4

I need to decode a "UNICODE" encoded string:

>>> id = u'abcdß'
>>> encoded_id = id.encode('utf-8')
>>> encoded_id
'abcd\xc3\x9f'

The problem I have is: Using Pylons routing, I get the encoded_id variable as a unicode string u'abcd\xc3\x9f' instead of a just a regular string 'abcd\xc3\x9f':

Using python, how can I decode my encoded_id variable which is a unicode string?

>>> encoded_id = u'abcd\xc3\x9f'
>>> encoded_id.decode('utf-8')
Traceback (most recent call last):
  File "<stdin>", line 1, in <module>
  File "/home/test/vng/lib64/python2.6/encodings/utf_8.py", line 16, in         decode
return codecs.utf_8_decode(input, errors, True)
UnicodeEncodeError: 'ascii' codec can't encode characters in position 4-5: ordinal not in range(128)
alloyoussef
  • 757
  • 3
  • 10
  • 24
  • If possible, you should figure out why you are getting strings from Pylons incorreclty decoded as `latin-1` (or it's close relative, `windows-1252`) instead of `utf-8` to begin with. – Mark Tolonen Sep 27 '13 at 23:32

1 Answers1

5

You have UTF-8 encoded data (there is no such thing as UNICODE encoded data).
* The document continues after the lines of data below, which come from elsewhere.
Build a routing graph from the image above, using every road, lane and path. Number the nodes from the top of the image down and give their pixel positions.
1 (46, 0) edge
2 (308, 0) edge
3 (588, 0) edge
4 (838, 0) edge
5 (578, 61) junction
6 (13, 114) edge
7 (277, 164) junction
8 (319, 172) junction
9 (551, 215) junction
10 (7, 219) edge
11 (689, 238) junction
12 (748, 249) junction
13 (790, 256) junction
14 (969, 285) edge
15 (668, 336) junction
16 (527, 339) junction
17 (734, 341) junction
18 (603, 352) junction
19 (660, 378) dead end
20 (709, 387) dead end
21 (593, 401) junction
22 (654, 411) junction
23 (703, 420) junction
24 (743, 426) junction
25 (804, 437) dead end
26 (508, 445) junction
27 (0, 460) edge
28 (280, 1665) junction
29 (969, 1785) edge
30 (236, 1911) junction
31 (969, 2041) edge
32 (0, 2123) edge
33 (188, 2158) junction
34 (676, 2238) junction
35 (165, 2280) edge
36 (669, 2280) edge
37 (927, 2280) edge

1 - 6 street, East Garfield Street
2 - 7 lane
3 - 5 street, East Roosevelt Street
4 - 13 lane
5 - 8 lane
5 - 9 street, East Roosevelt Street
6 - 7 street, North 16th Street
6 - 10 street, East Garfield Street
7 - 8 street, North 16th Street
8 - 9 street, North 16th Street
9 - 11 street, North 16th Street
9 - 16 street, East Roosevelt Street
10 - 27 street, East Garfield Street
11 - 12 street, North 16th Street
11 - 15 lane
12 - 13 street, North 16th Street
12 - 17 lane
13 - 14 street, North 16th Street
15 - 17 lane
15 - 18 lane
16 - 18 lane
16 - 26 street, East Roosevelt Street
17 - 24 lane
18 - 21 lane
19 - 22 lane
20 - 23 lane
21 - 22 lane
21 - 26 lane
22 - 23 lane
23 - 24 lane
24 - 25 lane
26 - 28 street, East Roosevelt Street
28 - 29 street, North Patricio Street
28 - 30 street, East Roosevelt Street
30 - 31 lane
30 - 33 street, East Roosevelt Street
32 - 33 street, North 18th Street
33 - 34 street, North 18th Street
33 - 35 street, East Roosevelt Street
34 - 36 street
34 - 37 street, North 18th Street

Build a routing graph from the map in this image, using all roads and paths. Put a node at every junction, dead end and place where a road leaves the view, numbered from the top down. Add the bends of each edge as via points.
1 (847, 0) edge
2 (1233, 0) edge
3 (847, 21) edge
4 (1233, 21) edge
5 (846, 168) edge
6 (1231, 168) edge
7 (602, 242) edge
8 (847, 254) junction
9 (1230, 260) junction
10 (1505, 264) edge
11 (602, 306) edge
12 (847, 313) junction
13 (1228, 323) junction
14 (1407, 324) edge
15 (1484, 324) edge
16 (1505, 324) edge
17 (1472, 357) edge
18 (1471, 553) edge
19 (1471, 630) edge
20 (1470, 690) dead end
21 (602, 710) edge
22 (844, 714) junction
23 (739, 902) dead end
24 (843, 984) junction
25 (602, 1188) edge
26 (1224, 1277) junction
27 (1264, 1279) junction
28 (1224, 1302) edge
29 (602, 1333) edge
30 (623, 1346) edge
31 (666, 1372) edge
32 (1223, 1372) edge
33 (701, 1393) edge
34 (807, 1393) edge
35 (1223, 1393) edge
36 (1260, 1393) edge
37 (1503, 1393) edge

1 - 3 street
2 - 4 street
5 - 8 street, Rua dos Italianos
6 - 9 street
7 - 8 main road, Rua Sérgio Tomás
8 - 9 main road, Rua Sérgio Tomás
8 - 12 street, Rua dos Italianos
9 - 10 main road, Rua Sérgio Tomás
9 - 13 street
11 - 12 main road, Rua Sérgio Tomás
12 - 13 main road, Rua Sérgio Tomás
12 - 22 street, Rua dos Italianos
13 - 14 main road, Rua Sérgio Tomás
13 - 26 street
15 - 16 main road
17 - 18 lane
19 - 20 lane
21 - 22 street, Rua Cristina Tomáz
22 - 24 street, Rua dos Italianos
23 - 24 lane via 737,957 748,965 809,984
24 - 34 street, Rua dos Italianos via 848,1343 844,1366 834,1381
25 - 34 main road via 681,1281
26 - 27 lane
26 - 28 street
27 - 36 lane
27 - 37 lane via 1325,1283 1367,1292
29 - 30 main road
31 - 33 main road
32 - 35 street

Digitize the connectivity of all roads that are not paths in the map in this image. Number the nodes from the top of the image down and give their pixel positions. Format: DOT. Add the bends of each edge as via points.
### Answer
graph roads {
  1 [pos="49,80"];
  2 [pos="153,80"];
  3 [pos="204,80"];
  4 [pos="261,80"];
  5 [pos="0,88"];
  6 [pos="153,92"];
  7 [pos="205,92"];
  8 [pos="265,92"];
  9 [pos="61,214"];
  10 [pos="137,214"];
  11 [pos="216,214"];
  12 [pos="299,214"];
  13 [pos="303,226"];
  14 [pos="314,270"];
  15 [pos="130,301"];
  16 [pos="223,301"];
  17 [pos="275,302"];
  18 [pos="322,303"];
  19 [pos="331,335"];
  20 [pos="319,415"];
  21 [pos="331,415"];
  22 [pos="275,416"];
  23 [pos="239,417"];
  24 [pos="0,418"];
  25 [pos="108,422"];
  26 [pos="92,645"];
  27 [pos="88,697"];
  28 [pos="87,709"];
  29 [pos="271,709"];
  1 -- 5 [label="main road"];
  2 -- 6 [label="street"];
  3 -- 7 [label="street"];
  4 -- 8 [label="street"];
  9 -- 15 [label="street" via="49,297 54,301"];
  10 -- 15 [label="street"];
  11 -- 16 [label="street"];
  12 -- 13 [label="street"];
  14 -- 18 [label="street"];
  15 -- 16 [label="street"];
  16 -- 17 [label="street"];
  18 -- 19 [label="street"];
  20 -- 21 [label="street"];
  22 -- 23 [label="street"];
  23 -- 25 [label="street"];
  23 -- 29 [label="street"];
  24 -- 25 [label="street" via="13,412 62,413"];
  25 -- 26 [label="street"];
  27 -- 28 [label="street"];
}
Encode the unicode value to Latin-1, then decode from UTF8:

encoded_id.encode('latin1').decode('utf8')

Latin 1 maps the first 255 unicode points one-on-one to bytes.

Demo:

>>> encoded_id = u'abcd\xc3\x9f'
>>> encoded_id.encode('latin1').decode('utf8')
u'abcd\xdf'
>>> print encoded_id.encode('latin1').decode('utf8')
abcdß
Martijn Pieters
  • 1,048,767
  • 296
  • 4,058
  • 3,343